> [Task]:
Within the listing below, the lines containing "image" are to be counted. Give the number only.

┌─ Supplied records

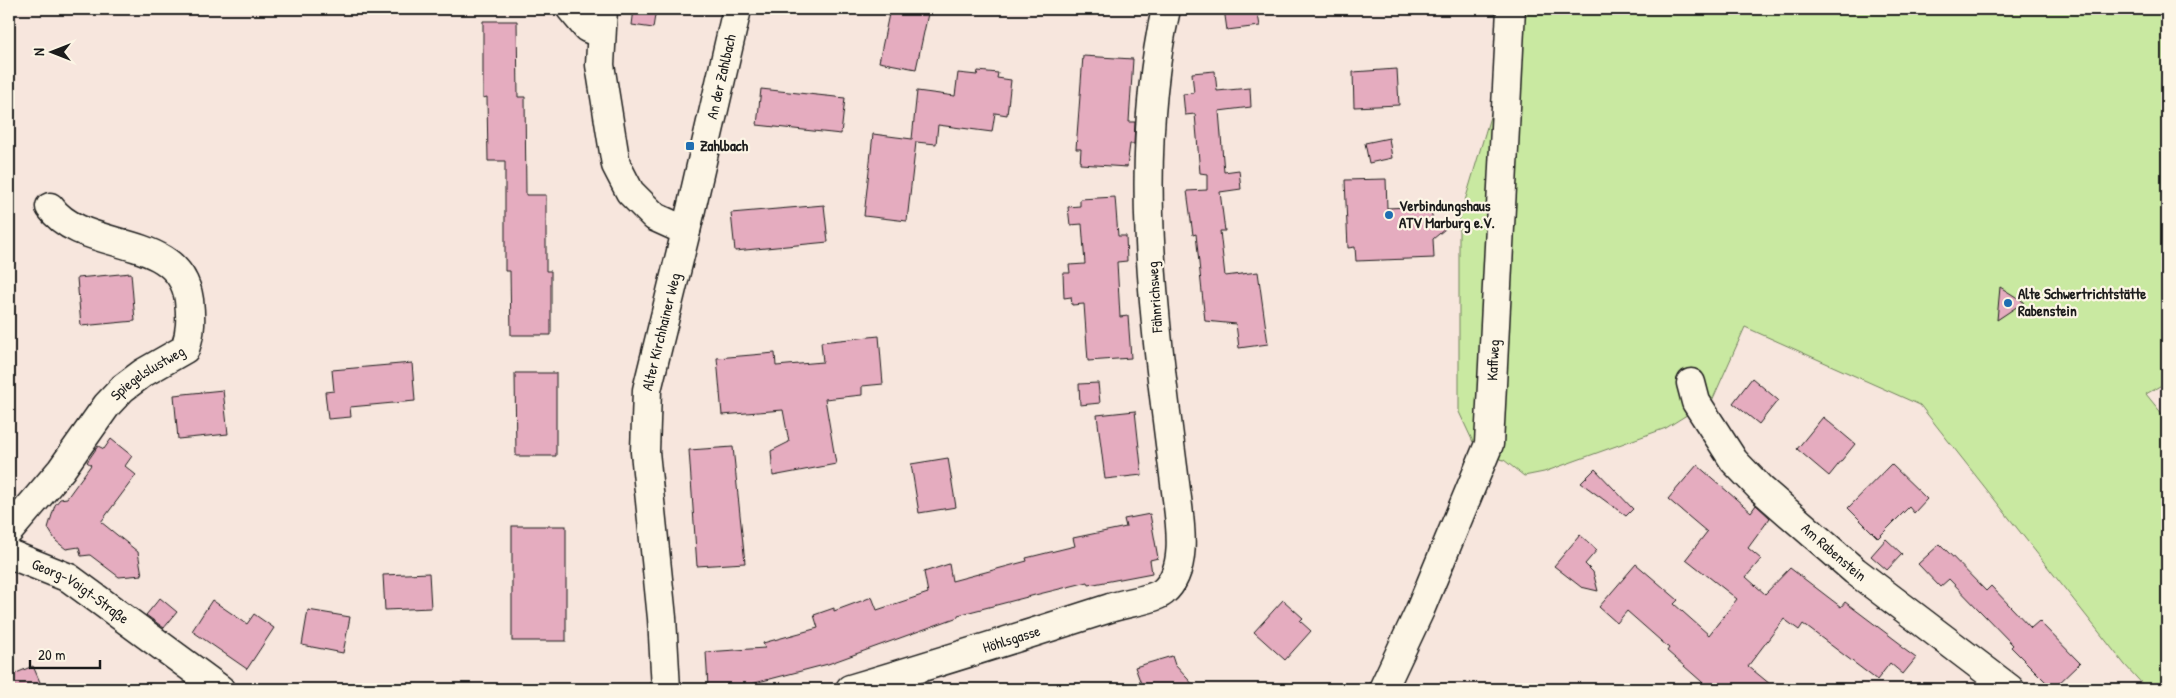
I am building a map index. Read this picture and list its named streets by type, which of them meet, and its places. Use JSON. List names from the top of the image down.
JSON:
{
  "streets": {
    "street": [
      "An der Zahlbach",
      "Fähnrichsweg",
      "Alter Kirchhainer Weg",
      "Kaffweg",
      "Spiegelslustweg",
      "Am Rabenstein",
      "Georg-Voigt-Straße",
      "Höhlsgasse"
    ]
  },
  "crossings": [
    ["An der Zahlbach", "Alter Kirchhainer Weg"],
    ["Fähnrichsweg", "Höhlsgasse"]
  ],
  "places": {
    "transit": ["Zahlbach"],
    "other": ["Verbindungshaus ATV Marburg e.V.", "Alte Schwertrichtstätte Rabenstein"]
  },
  "scale_bar": "20 m",
  "north": "left"
}
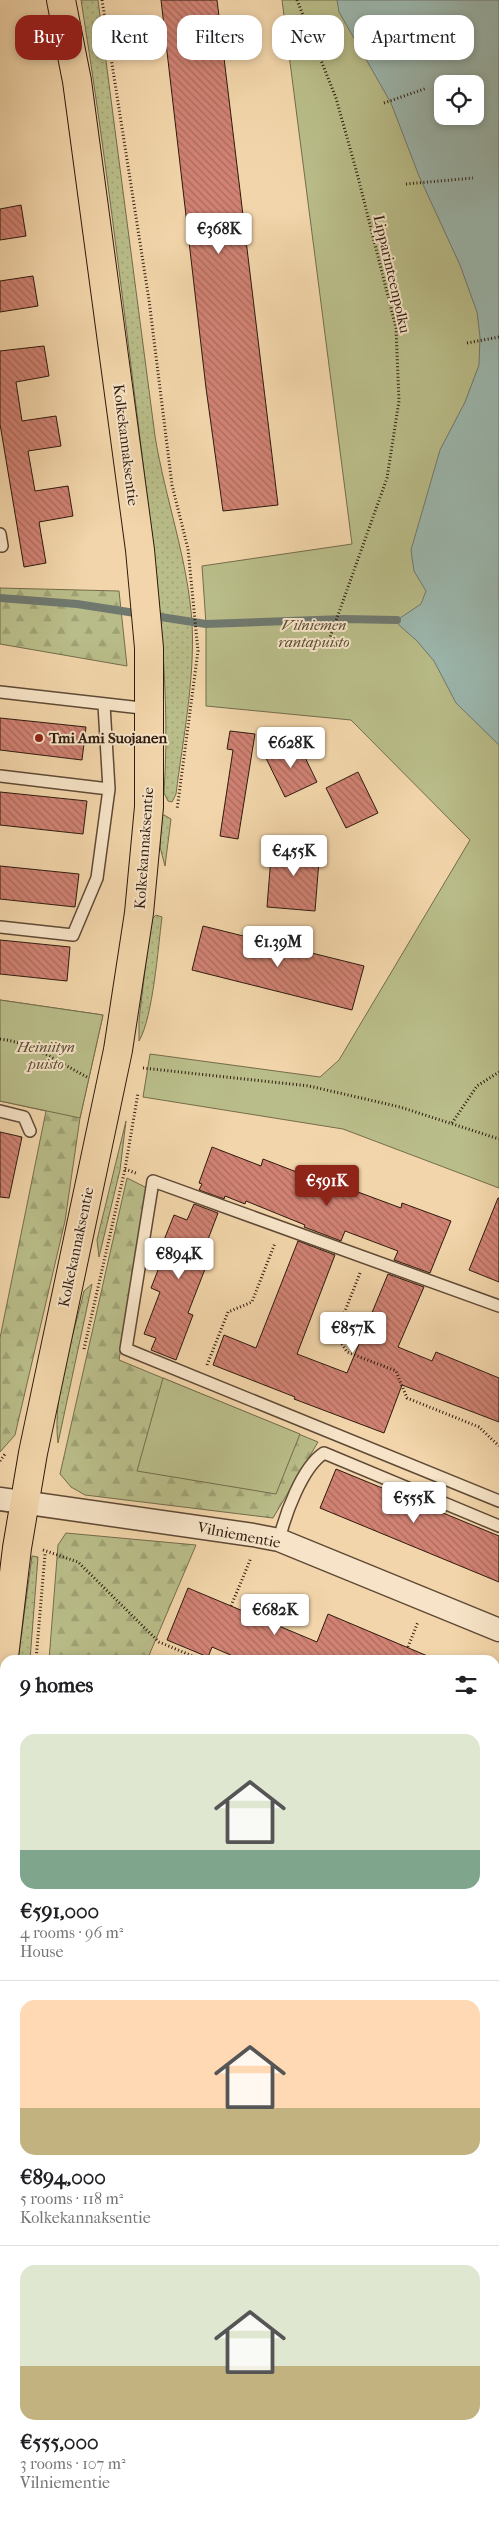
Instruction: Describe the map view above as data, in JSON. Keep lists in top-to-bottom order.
{
  "streets": {
    "main road": ["Kolkekannaksentie"],
    "street": ["Vilniementie"],
    "path": ["Lipparinteenpolku"]
  },
  "crossings": [
    ["Kolkekannaksentie", "Vilniementie"]
  ],
  "parks": ["Vilniemen rantapuisto", "Heiniityn puisto"],
  "places": ["Tmi Ami Suojanen"],
  "page": {
    "chip": [
      "Buy",
      "Rent",
      "Filters",
      "New",
      "Apartment"
    ],
    "price": [
      "€368K",
      "€628K",
      "€455K",
      "€1.39M",
      "€591K",
      "€894K",
      "€857K",
      "€555K",
      "€682K"
    ],
    "heading": "9 homes",
    "list": [
      {
        "name": "€591,000",
        "note": "4 rooms · 96 m² · House"
      },
      {
        "name": "€894,000",
        "note": "5 rooms · 118 m² · Kolkekannaksentie"
      },
      {
        "name": "€555,000",
        "note": "3 rooms · 107 m² · Vilniementie"
      }
    ]
  }
}
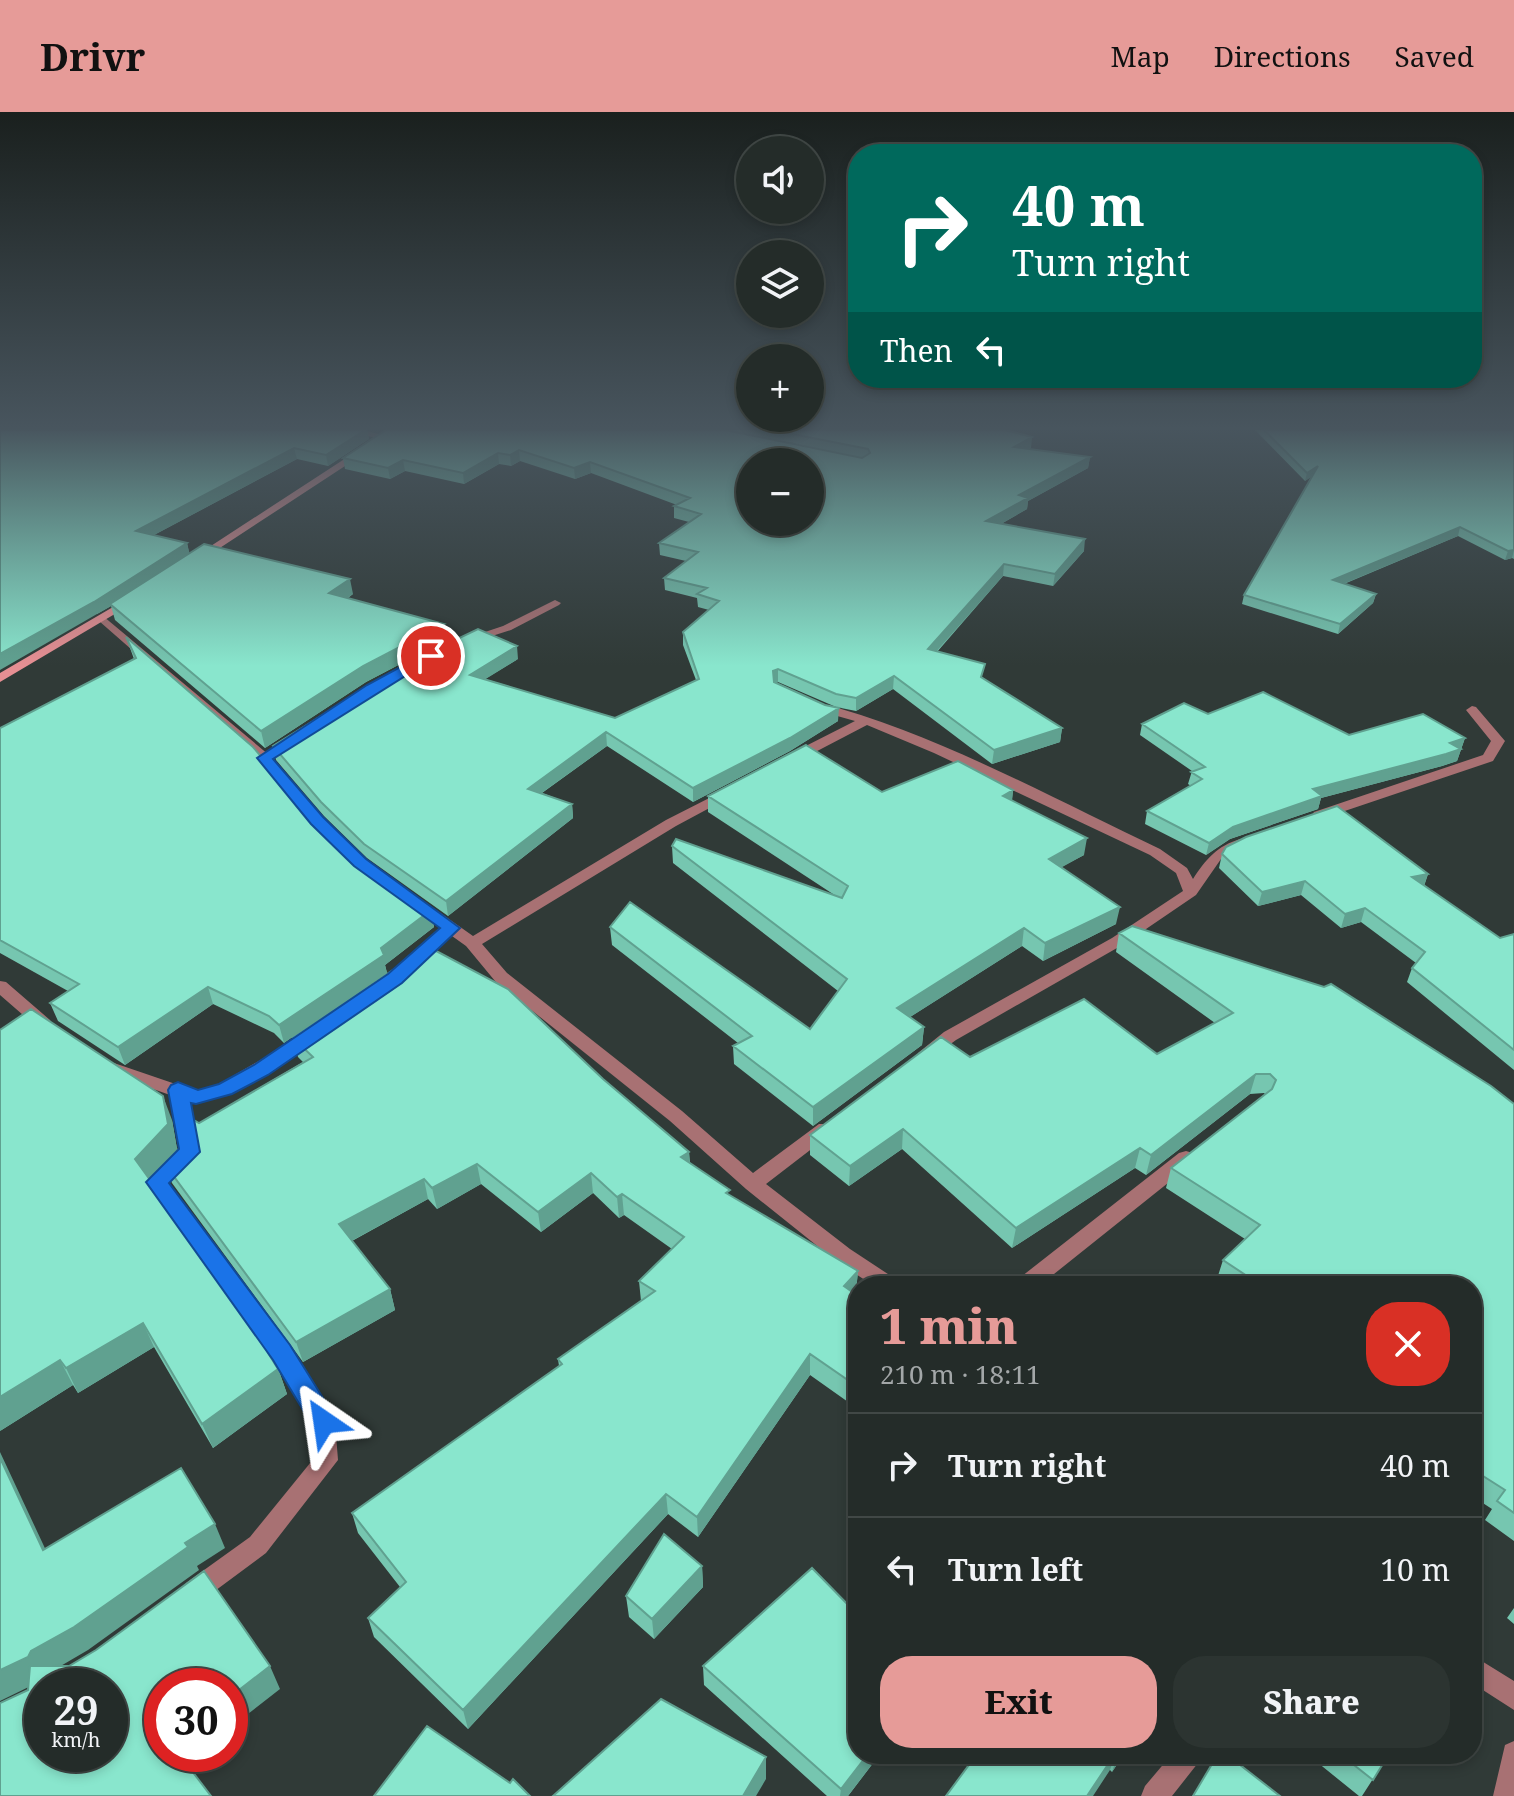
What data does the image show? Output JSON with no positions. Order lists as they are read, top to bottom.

└─

> [Your solution]:
2